Os refletores precisam estar em terreno aberto para que possam ser detectados com clareza pelo radar – coisa rara em áreas de floresta densa, como o norte do Amazonas. A plataforma fluvial foi desenvolvida pelas equipes de engenharia do Exército para situações como essa, em que não há clareiras ou praias para acomodar os equipamentos. Outras opções incluem armar os refletores em pedras no meio do rio ou em clareiras já abertas por ribeirinhos. A instrução é não derrubar nenhuma árvore.

A demonstração no Rio Papuri, acompanhada pelo Estado e uma comitiva de três generais, dá uma idéia da dificuldade de mapear a Amazônia. Os refletores não podem ser deixados no campo. Por isso o deslocamento das tropas no solo precisa ser sincronizado com o plano de vôo das aeronaves, em áreas super-remotas da floresta. A logística é dificílima, até para o Exército.

“É uma verdadeira operação de guerra”, diz o diretor Marcelo Lopes, do Centro Gestor e Operacional do Sistema de Proteção da Amazônia (Censipam), órgão federal que coordena o projeto.

A Cabeça do Cachorro foi escolhida como ponto de partida para o mapeamento, previsto para durar cinco anos.
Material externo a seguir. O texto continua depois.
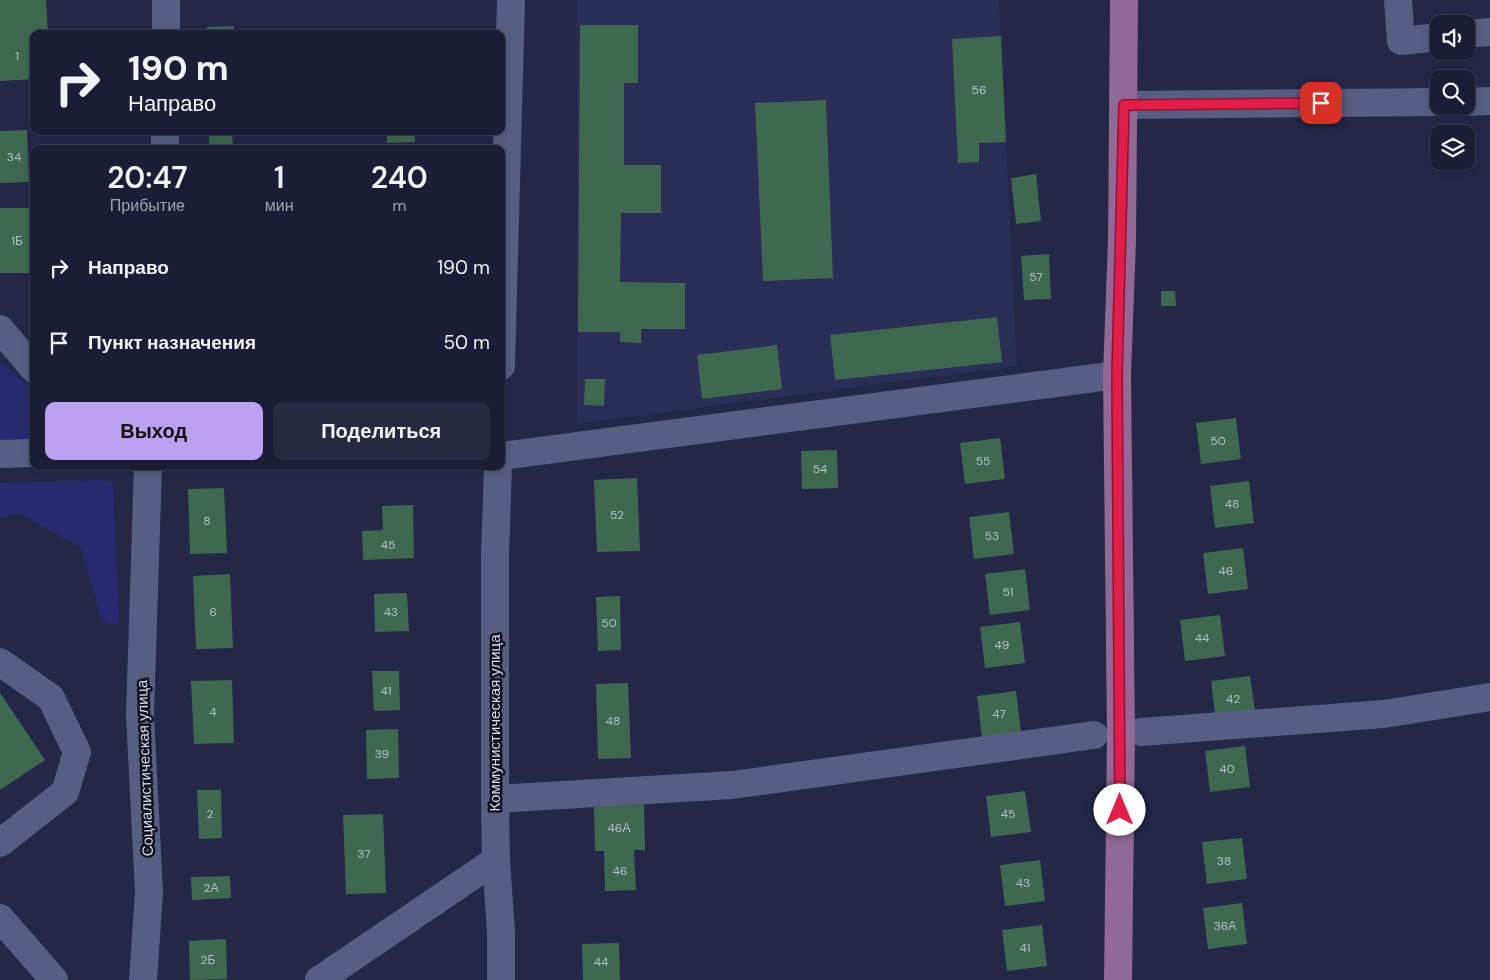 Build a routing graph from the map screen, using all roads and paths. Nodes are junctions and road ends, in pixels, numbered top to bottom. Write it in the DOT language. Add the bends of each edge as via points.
graph roads {
  1 [pos="166,0"];
  2 [pos="511,0"];
  3 [pos="1124,0"];
  4 [pos="1398,0"];
  5 [pos="166,30"];
  6 [pos="1490,32"];
  7 [pos="1475,33"];
  8 [pos="1430,38"];
  9 [pos="1490,101"];
  10 [pos="1430,102"];
  11 [pos="1475,102"];
  12 [pos="1124,105"];
  13 [pos="505,220"];
  14 [pos="0,329"];
  15 [pos="30,364"];
  16 [pos="1117,375"];
  17 [pos="30,453"];
  18 [pos="0,454"];
  19 [pos="505,455"];
  20 [pos="148,470"];
  21 [pos="498,470"];
  22 [pos="0,662"];
  23 [pos="1490,697"];
  24 [pos="1142,732"];
  25 [pos="1094,735"];
  26 [pos="495,799"];
  27 [pos="0,843"];
  28 [pos="496,860"];
  29 [pos="0,918"];
  30 [pos="54,980"];
  31 [pos="143,980"];
  32 [pos="319,980"];
  33 [pos="500,980"];
  34 [pos="1118,980"];
  1 -- 5 [label="street"];
  2 -- 13 [label="street"];
  3 -- 12 [label="main road"];
  4 -- 8 [label="street" via="1401,41"];
  6 -- 7 [label="street"];
  9 -- 11 [label="street"];
  10 -- 12 [label="street"];
  12 -- 16 [label="main road"];
  14 -- 15 [label="street"];
  16 -- 19 [label="street"];
  16 -- 34 [label="main road"];
  17 -- 18 [label="street"];
  20 -- 31 [label="street, Социалистическая улица" via="140,715 150,892"];
  21 -- 26 [label="street, Коммунистическая улица"];
  22 -- 27 [label="street" via="51,698 77,752 65,792"];
  23 -- 24 [label="street" via="1384,714"];
  25 -- 26 [label="street" via="732,785"];
  26 -- 28 [label="street, Коммунистическая улица"];
  28 -- 32 [label="street"];
  28 -- 33 [label="street, Коммунистическая улица" via="501,932"];
  29 -- 30 [label="street"];
} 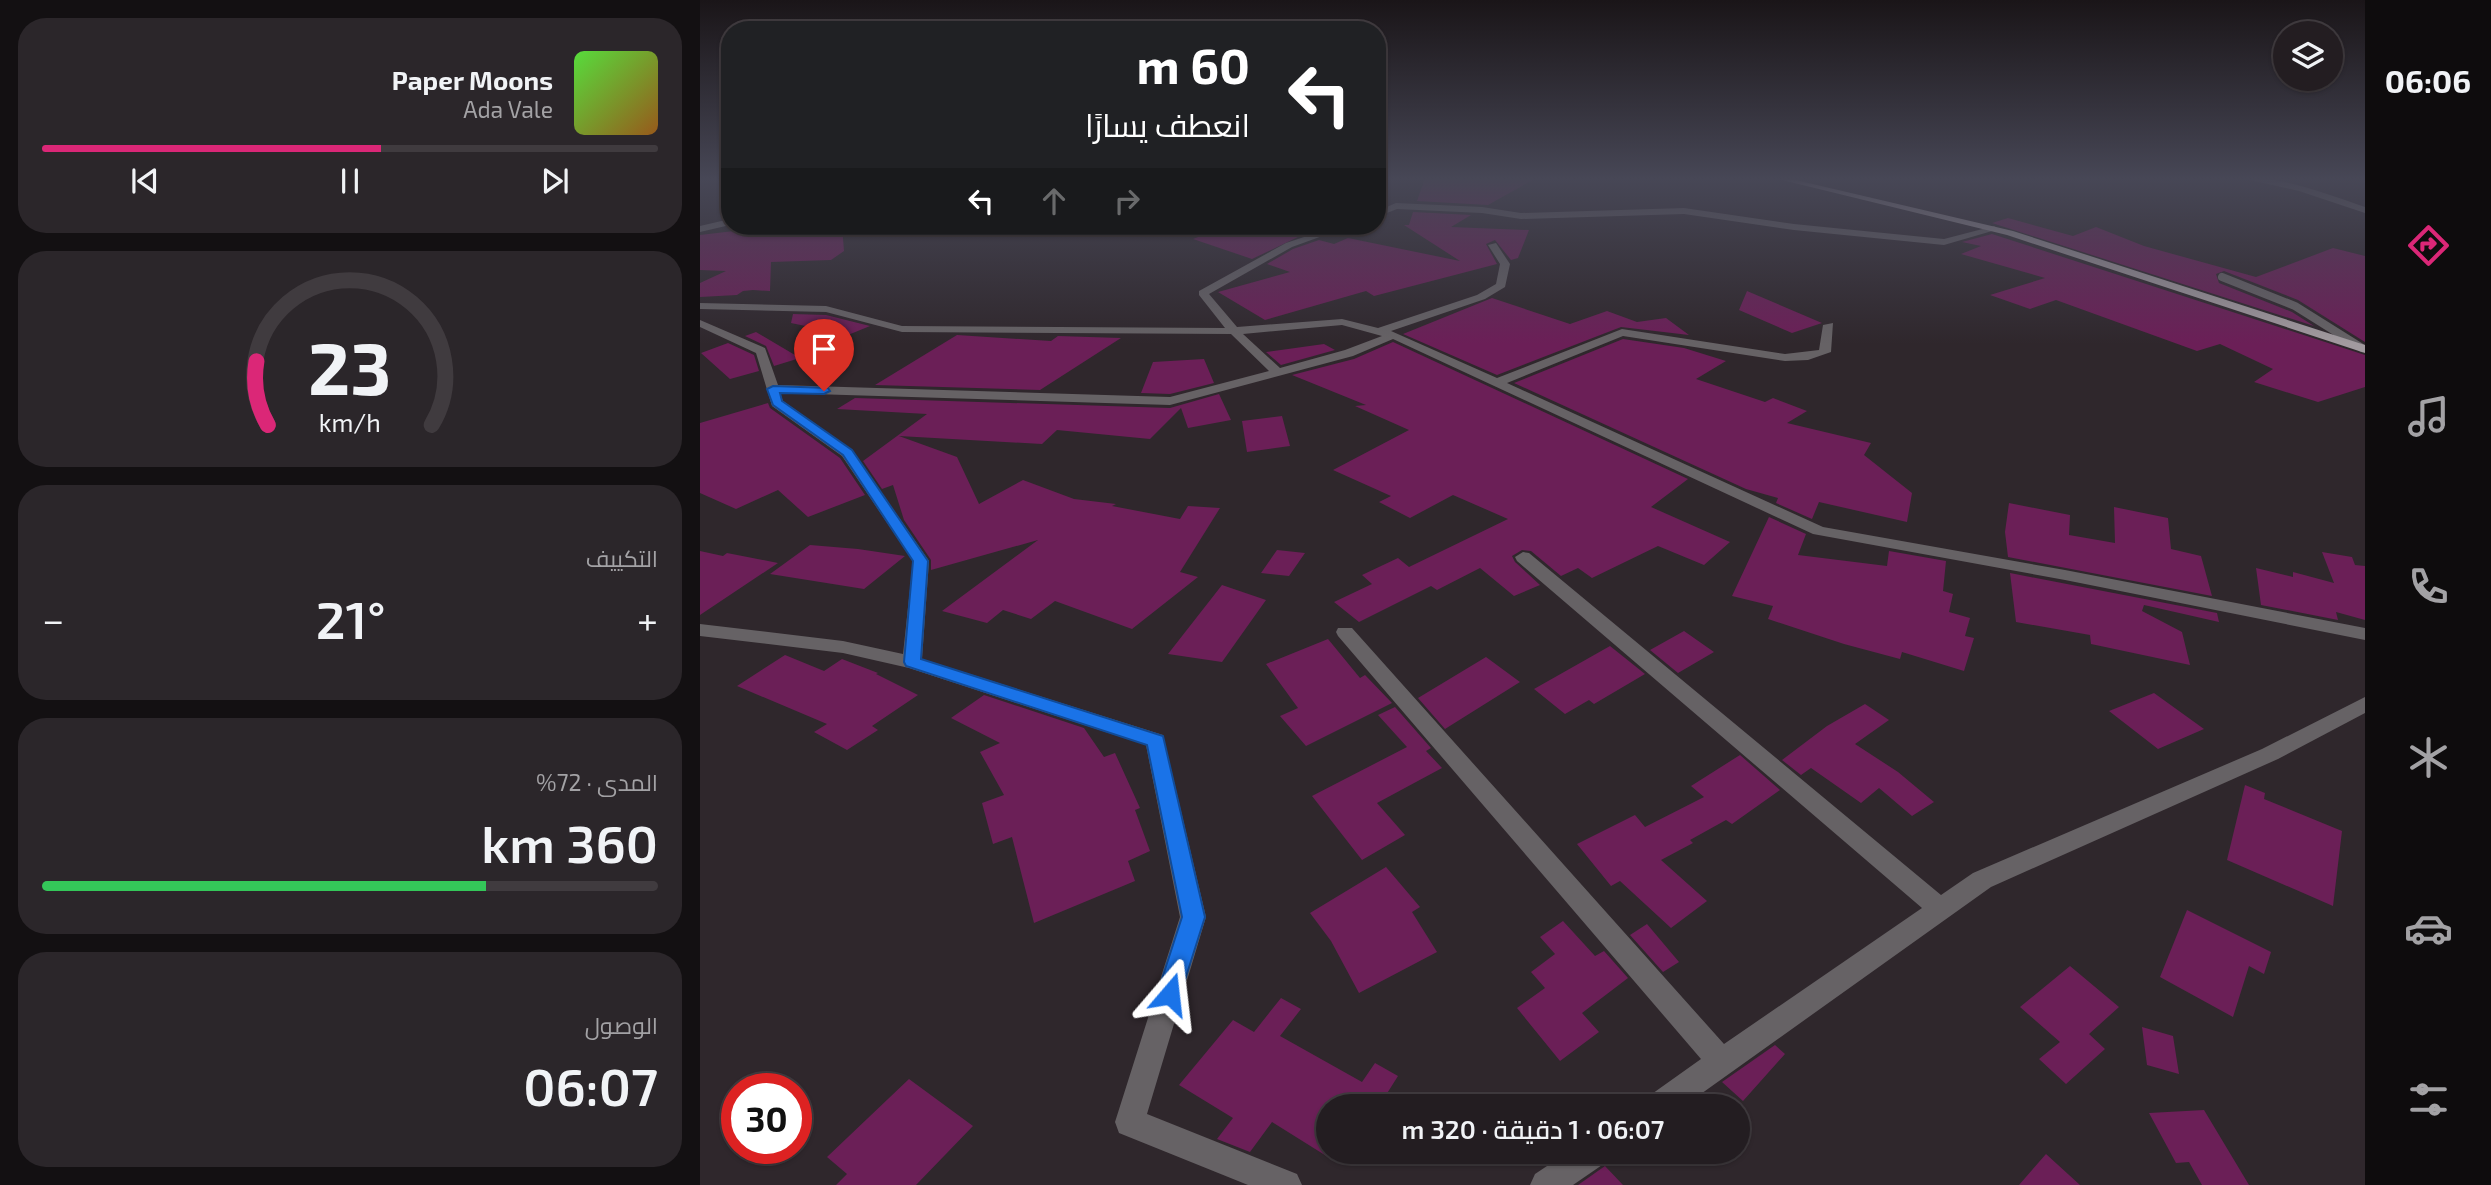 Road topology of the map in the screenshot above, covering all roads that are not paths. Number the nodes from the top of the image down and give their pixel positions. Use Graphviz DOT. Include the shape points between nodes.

Para entender o apelido da região, basta olhar no mapa: a linha da fronteira entre o Brasil e a Colômbia navega por entre rios e paralelos da Bacia do Alto Rio Negro, formando uma figura que lembra o pescoço, as orelhas, o focinho e a boca de um cachorro. Por suas artérias fluem as águas do Rio Uaupés, do Rio Içana e do próprio Negro, conectados por um emaranhado de igarapés. Nos ombros, leva o Pico da Neblina, o ponto mais alto do Brasil, e sua pele é coberta por uma das florestas mais antigas e bem preservadas da Amazônia.
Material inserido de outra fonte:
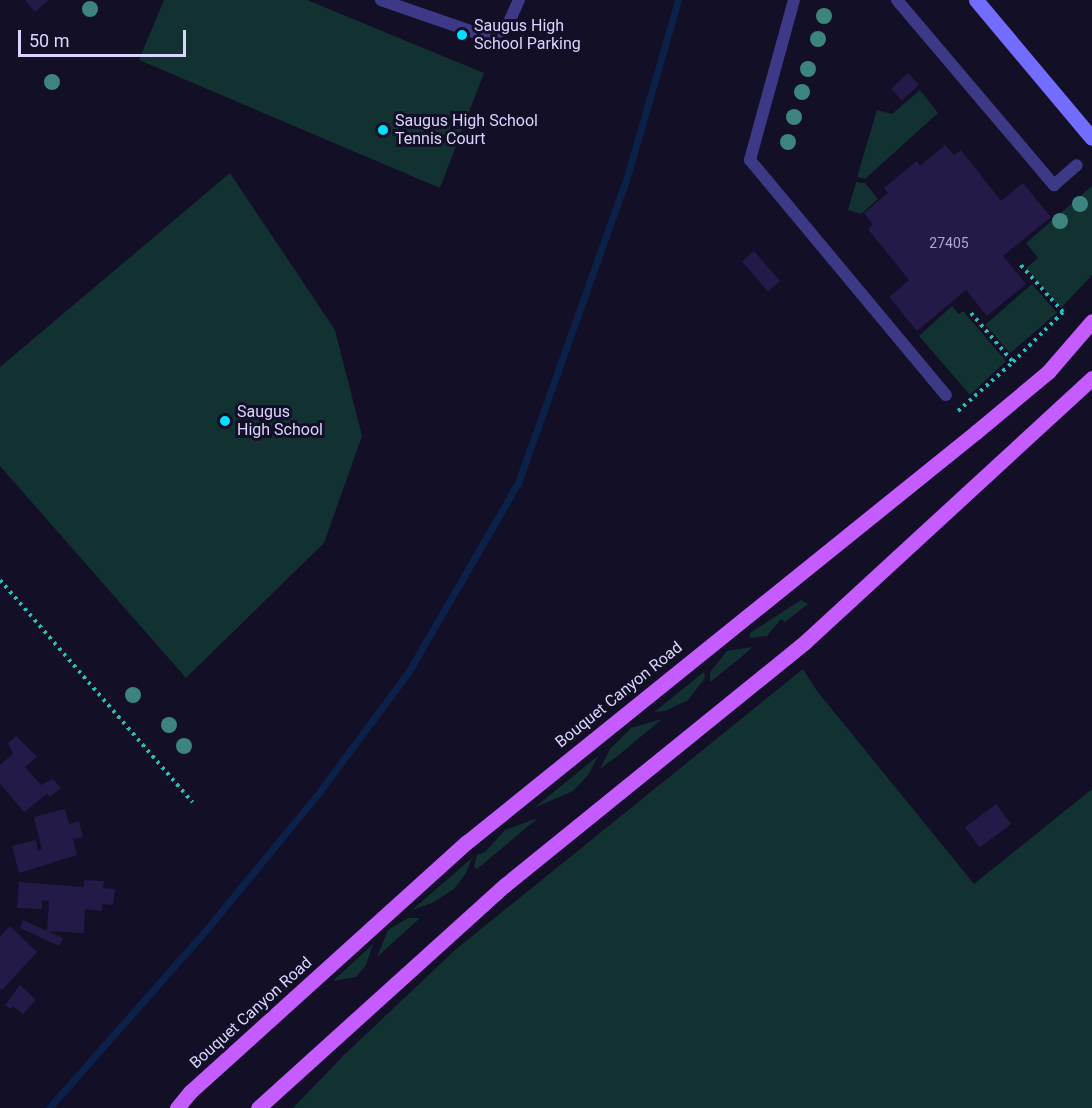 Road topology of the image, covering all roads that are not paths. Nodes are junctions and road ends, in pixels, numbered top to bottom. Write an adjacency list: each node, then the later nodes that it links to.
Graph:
1 (381, 0): 2 (lane)
2 (519, 0)
3 (794, 0): 10 (lane)
4 (897, 0): 7 (lane)
5 (976, 0): 6 (street)
6 (1092, 138)
7 (1077, 165)
8 (1092, 321): 11 (main road, Bouquet Canyon Road)
9 (1092, 378): 12 (main road)
10 (946, 395)
11 (177, 1108)
12 (258, 1108)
Por baixo desse manto verde e rugoso, porém, pouco se sabe sobre a anatomia interna da região. A Cabeça do Cachorro fica no chamado “vazio cartográfico”, uma área de 1,8 milhão de quilômetros quadrados de floresta que nunca foi devidamente mapeada, formando um “arco de desconhecimento” que se estende do extremo oeste do Acre até o extremo norte do Amapá.

Na prática, isso significa que 35% da Amazônia brasileira (uma área maior do que os sete Estados do Sul e do Sudeste) não possui informações básicas de cartografia, como altimetria de relevo, profundidade de rios e variações de cobertura vegetal – dados cruciais para o planejamento de defesa, desenvolvimento e pesquisa da região.

No caso de uma hidrelétrica, por exemplo, os engenheiros precisam conhecer em detalhes a topografia para saber como a água vai se espalhar pelo terreno. Da mesma forma, cientistas precisam das informações mais detalhadas possíveis sobre a paisagem para desenvolver modelos ecológicos, estudar a distribuição de espécies e identificar ecossistemas vulneráveis.

“Todo mundo fala em proteger e fazer o desenvolvimento sustentável na Amazônia, mas sem conhecimento não temos como fazer isso”, diz o tenente-coronel Clovis Gaboardi, chefe da 4ª Divisão de Levantamento do Exército, em Manaus.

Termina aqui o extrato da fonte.